[Stored dataset items]

Content starts

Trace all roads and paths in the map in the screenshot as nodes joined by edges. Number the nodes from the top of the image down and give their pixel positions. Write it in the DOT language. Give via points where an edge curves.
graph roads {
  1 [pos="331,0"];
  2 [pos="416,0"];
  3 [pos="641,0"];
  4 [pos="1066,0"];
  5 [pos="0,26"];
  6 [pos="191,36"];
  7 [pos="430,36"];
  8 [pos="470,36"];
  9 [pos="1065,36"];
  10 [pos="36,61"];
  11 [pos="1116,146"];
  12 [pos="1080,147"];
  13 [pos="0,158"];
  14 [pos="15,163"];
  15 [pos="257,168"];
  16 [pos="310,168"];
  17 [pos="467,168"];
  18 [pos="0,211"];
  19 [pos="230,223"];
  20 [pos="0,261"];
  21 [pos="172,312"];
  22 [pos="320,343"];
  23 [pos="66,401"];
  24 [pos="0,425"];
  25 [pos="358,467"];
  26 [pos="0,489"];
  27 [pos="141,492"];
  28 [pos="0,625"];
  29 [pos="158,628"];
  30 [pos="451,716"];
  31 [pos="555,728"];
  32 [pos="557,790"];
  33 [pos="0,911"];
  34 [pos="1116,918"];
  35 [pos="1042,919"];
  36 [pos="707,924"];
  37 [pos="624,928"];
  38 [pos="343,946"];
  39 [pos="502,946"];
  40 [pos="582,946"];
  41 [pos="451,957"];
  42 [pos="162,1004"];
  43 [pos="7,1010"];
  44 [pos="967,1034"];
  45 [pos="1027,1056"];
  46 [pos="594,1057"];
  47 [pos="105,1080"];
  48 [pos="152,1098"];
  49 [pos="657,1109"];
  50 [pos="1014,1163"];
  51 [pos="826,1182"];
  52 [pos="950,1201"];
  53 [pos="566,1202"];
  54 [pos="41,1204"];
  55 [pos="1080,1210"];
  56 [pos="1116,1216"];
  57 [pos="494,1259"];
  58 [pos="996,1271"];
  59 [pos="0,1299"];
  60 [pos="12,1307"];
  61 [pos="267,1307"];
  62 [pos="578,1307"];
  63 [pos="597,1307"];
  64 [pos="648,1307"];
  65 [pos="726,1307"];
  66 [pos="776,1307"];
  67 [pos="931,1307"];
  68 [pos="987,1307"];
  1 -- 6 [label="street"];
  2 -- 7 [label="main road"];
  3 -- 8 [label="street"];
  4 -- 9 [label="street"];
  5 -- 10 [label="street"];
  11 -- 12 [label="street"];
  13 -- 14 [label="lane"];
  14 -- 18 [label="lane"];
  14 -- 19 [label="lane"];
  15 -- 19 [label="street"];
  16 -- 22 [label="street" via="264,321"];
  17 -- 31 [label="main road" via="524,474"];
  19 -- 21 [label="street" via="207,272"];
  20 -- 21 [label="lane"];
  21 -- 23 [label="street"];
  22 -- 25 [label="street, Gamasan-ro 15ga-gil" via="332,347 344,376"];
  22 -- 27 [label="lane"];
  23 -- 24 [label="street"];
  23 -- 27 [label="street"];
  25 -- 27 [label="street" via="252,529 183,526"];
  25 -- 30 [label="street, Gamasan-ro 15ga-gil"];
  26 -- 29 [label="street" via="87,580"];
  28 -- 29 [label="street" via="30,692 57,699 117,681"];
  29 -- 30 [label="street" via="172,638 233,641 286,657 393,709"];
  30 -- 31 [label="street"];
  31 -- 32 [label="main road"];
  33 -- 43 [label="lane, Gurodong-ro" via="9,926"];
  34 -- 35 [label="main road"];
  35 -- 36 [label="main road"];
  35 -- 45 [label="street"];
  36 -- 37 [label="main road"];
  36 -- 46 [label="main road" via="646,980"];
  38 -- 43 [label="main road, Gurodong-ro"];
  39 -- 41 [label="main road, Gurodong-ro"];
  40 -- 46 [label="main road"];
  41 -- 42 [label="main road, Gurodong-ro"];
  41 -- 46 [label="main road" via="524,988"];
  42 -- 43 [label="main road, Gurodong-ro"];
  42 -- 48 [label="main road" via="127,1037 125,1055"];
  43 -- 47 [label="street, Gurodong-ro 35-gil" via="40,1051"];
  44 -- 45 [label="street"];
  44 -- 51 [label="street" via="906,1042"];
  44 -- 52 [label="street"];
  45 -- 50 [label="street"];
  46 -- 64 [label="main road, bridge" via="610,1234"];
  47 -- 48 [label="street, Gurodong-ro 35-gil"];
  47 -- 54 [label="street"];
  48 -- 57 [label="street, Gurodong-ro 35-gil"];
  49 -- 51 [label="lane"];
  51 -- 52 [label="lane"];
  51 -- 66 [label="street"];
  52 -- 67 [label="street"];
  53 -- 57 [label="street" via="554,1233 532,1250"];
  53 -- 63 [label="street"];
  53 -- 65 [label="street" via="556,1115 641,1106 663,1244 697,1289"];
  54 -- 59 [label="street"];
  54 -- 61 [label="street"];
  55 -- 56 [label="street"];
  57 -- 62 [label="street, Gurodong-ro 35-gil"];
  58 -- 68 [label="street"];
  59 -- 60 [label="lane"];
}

Content ends

--- WHAT YOU ARE ASKED TO DO ---
All of the entries above need to be reproduced exactly.

--- WORKED SOLUTION ---
Trace all roads and paths in the map in the screenshot as nodes joined by edges. Number the nodes from the top of the image down and give their pixel positions. Write it in the DOT language. Give via points where an edge curves.
graph roads {
  1 [pos="331,0"];
  2 [pos="416,0"];
  3 [pos="641,0"];
  4 [pos="1066,0"];
  5 [pos="0,26"];
  6 [pos="191,36"];
  7 [pos="430,36"];
  8 [pos="470,36"];
  9 [pos="1065,36"];
  10 [pos="36,61"];
  11 [pos="1116,146"];
  12 [pos="1080,147"];
  13 [pos="0,158"];
  14 [pos="15,163"];
  15 [pos="257,168"];
  16 [pos="310,168"];
  17 [pos="467,168"];
  18 [pos="0,211"];
  19 [pos="230,223"];
  20 [pos="0,261"];
  21 [pos="172,312"];
  22 [pos="320,343"];
  23 [pos="66,401"];
  24 [pos="0,425"];
  25 [pos="358,467"];
  26 [pos="0,489"];
  27 [pos="141,492"];
  28 [pos="0,625"];
  29 [pos="158,628"];
  30 [pos="451,716"];
  31 [pos="555,728"];
  32 [pos="557,790"];
  33 [pos="0,911"];
  34 [pos="1116,918"];
  35 [pos="1042,919"];
  36 [pos="707,924"];
  37 [pos="624,928"];
  38 [pos="343,946"];
  39 [pos="502,946"];
  40 [pos="582,946"];
  41 [pos="451,957"];
  42 [pos="162,1004"];
  43 [pos="7,1010"];
  44 [pos="967,1034"];
  45 [pos="1027,1056"];
  46 [pos="594,1057"];
  47 [pos="105,1080"];
  48 [pos="152,1098"];
  49 [pos="657,1109"];
  50 [pos="1014,1163"];
  51 [pos="826,1182"];
  52 [pos="950,1201"];
  53 [pos="566,1202"];
  54 [pos="41,1204"];
  55 [pos="1080,1210"];
  56 [pos="1116,1216"];
  57 [pos="494,1259"];
  58 [pos="996,1271"];
  59 [pos="0,1299"];
  60 [pos="12,1307"];
  61 [pos="267,1307"];
  62 [pos="578,1307"];
  63 [pos="597,1307"];
  64 [pos="648,1307"];
  65 [pos="726,1307"];
  66 [pos="776,1307"];
  67 [pos="931,1307"];
  68 [pos="987,1307"];
  1 -- 6 [label="street"];
  2 -- 7 [label="main road"];
  3 -- 8 [label="street"];
  4 -- 9 [label="street"];
  5 -- 10 [label="street"];
  11 -- 12 [label="street"];
  13 -- 14 [label="lane"];
  14 -- 18 [label="lane"];
  14 -- 19 [label="lane"];
  15 -- 19 [label="street"];
  16 -- 22 [label="street" via="264,321"];
  17 -- 31 [label="main road" via="524,474"];
  19 -- 21 [label="street" via="207,272"];
  20 -- 21 [label="lane"];
  21 -- 23 [label="street"];
  22 -- 25 [label="street, Gamasan-ro 15ga-gil" via="332,347 344,376"];
  22 -- 27 [label="lane"];
  23 -- 24 [label="street"];
  23 -- 27 [label="street"];
  25 -- 27 [label="street" via="252,529 183,526"];
  25 -- 30 [label="street, Gamasan-ro 15ga-gil"];
  26 -- 29 [label="street" via="87,580"];
  28 -- 29 [label="street" via="30,692 57,699 117,681"];
  29 -- 30 [label="street" via="172,638 233,641 286,657 393,709"];
  30 -- 31 [label="street"];
  31 -- 32 [label="main road"];
  33 -- 43 [label="lane, Gurodong-ro" via="9,926"];
  34 -- 35 [label="main road"];
  35 -- 36 [label="main road"];
  35 -- 45 [label="street"];
  36 -- 37 [label="main road"];
  36 -- 46 [label="main road" via="646,980"];
  38 -- 43 [label="main road, Gurodong-ro"];
  39 -- 41 [label="main road, Gurodong-ro"];
  40 -- 46 [label="main road"];
  41 -- 42 [label="main road, Gurodong-ro"];
  41 -- 46 [label="main road" via="524,988"];
  42 -- 43 [label="main road, Gurodong-ro"];
  42 -- 48 [label="main road" via="127,1037 125,1055"];
  43 -- 47 [label="street, Gurodong-ro 35-gil" via="40,1051"];
  44 -- 45 [label="street"];
  44 -- 51 [label="street" via="906,1042"];
  44 -- 52 [label="street"];
  45 -- 50 [label="street"];
  46 -- 64 [label="main road, bridge" via="610,1234"];
  47 -- 48 [label="street, Gurodong-ro 35-gil"];
  47 -- 54 [label="street"];
  48 -- 57 [label="street, Gurodong-ro 35-gil"];
  49 -- 51 [label="lane"];
  51 -- 52 [label="lane"];
  51 -- 66 [label="street"];
  52 -- 67 [label="street"];
  53 -- 57 [label="street" via="554,1233 532,1250"];
  53 -- 63 [label="street"];
  53 -- 65 [label="street" via="556,1115 641,1106 663,1244 697,1289"];
  54 -- 59 [label="street"];
  54 -- 61 [label="street"];
  55 -- 56 [label="street"];
  57 -- 62 [label="street, Gurodong-ro 35-gil"];
  58 -- 68 [label="street"];
  59 -- 60 [label="lane"];
}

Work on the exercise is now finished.